Gleich zum Auftakt des Lesenachmittags macht Ulrike Draesner mit ihrem Buch "Sieben Sprünge vom Rand der Welt" deutlich, wie hartnäckig sich das Trauma der Vertreibung in den Opfern festsetzt, wie die erlittenen Beschädigungen der Seele auch noch an Kinder und Kindeskinder weitergegeben werden. Oft nicht einmal durch die Erzählungen, sondern durch das beharrliche, undurchdringliche Schweigen über die Vergangenheit.

Lutz Seiler schickt in seinem famosen Debüt "Kruso" seinen Helden Edgar Bendler in den letzten Tagen der DDR auf die Ostsee-Insel Hiddensee.

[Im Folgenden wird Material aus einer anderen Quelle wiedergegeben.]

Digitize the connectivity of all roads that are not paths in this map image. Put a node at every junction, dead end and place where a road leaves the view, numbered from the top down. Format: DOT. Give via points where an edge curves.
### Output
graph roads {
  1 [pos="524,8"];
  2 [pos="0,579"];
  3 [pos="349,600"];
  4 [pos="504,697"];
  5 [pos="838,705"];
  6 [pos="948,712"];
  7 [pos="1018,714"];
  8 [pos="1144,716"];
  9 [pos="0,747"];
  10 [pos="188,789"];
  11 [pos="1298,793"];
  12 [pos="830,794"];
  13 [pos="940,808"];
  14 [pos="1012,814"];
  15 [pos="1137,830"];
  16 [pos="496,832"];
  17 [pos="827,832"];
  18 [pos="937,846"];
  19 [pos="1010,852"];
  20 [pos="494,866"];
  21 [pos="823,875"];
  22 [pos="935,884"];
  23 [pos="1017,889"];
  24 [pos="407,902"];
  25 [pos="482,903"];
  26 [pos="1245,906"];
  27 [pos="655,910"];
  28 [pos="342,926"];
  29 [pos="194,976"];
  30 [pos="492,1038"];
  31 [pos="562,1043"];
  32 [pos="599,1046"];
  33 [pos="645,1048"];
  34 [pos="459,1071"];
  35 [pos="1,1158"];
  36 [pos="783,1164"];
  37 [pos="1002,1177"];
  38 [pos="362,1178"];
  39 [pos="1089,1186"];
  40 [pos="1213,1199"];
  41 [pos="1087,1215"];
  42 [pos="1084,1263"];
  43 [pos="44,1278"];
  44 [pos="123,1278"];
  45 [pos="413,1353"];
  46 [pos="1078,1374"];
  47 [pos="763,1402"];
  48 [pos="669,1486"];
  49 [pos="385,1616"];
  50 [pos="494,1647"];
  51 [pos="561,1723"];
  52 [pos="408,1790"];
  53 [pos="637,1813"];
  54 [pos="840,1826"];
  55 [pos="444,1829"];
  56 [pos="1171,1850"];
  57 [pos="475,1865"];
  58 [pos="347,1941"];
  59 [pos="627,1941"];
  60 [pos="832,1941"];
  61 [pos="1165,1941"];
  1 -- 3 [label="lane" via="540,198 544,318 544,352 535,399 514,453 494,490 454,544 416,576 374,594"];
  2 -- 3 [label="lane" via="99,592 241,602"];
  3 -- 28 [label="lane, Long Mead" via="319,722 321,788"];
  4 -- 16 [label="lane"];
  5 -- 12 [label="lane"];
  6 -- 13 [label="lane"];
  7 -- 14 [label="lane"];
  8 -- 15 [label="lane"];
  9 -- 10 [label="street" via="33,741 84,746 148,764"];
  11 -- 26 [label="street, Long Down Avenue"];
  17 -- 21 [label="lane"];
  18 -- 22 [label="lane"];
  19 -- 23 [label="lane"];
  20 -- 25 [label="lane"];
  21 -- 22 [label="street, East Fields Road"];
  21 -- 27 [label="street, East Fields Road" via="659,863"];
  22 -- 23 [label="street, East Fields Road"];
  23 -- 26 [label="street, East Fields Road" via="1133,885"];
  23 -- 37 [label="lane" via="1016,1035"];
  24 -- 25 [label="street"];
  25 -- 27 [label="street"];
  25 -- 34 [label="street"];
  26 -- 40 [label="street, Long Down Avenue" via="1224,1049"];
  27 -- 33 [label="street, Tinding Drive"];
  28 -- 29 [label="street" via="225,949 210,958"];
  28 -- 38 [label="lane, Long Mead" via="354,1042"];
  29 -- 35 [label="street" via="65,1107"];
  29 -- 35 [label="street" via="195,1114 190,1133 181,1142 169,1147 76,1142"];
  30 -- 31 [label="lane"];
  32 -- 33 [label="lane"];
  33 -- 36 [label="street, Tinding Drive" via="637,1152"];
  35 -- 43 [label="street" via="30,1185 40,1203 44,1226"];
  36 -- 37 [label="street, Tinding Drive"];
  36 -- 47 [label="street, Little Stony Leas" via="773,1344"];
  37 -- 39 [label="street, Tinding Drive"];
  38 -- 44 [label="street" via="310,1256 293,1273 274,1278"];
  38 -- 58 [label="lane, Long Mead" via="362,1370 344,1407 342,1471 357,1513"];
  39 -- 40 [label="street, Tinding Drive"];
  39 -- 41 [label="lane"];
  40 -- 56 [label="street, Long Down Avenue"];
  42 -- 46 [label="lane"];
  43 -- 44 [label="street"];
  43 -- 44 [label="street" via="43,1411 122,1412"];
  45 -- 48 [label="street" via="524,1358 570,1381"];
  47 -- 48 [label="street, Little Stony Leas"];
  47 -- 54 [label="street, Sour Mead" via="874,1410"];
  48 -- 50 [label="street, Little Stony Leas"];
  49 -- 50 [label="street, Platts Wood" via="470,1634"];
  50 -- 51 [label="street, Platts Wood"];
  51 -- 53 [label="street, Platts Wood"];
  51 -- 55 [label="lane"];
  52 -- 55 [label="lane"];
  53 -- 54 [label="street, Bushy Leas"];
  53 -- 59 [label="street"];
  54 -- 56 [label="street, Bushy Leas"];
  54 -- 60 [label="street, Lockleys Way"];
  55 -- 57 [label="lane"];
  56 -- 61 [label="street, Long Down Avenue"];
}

Für Bendler ist es der Fluchtpunkt aus einem Alltag, den er nicht mehr erträgt. Für andere ist die Insel, von der aus man bei gutem Wetter Dänemark sehen kann, der Ort, an dem sich ihre Fluchtpläne endlich realisieren sollen, und der Startpunkt nicht selten tödlicher Verzweiflungsakte.

Nach Freiheit schreit auch der deutsche Aussteiger Albert, der in Sherko Fatahs Roman "Der letzte Ort" von radikalen Entführern im Irak festgehalten wird. Fatah, in Berlin gebürtiger irakischer Kurde, schmiedet ein sensibles Psychogramm zwischen dem Entführten und dem Übersetzer Osama, der - selbst ein Opfer der politischen Wirren - zu Alberts Brücke in eine fremde Kultur wird, zur letzten Hoffnung in der Hoffnungslosigkeit.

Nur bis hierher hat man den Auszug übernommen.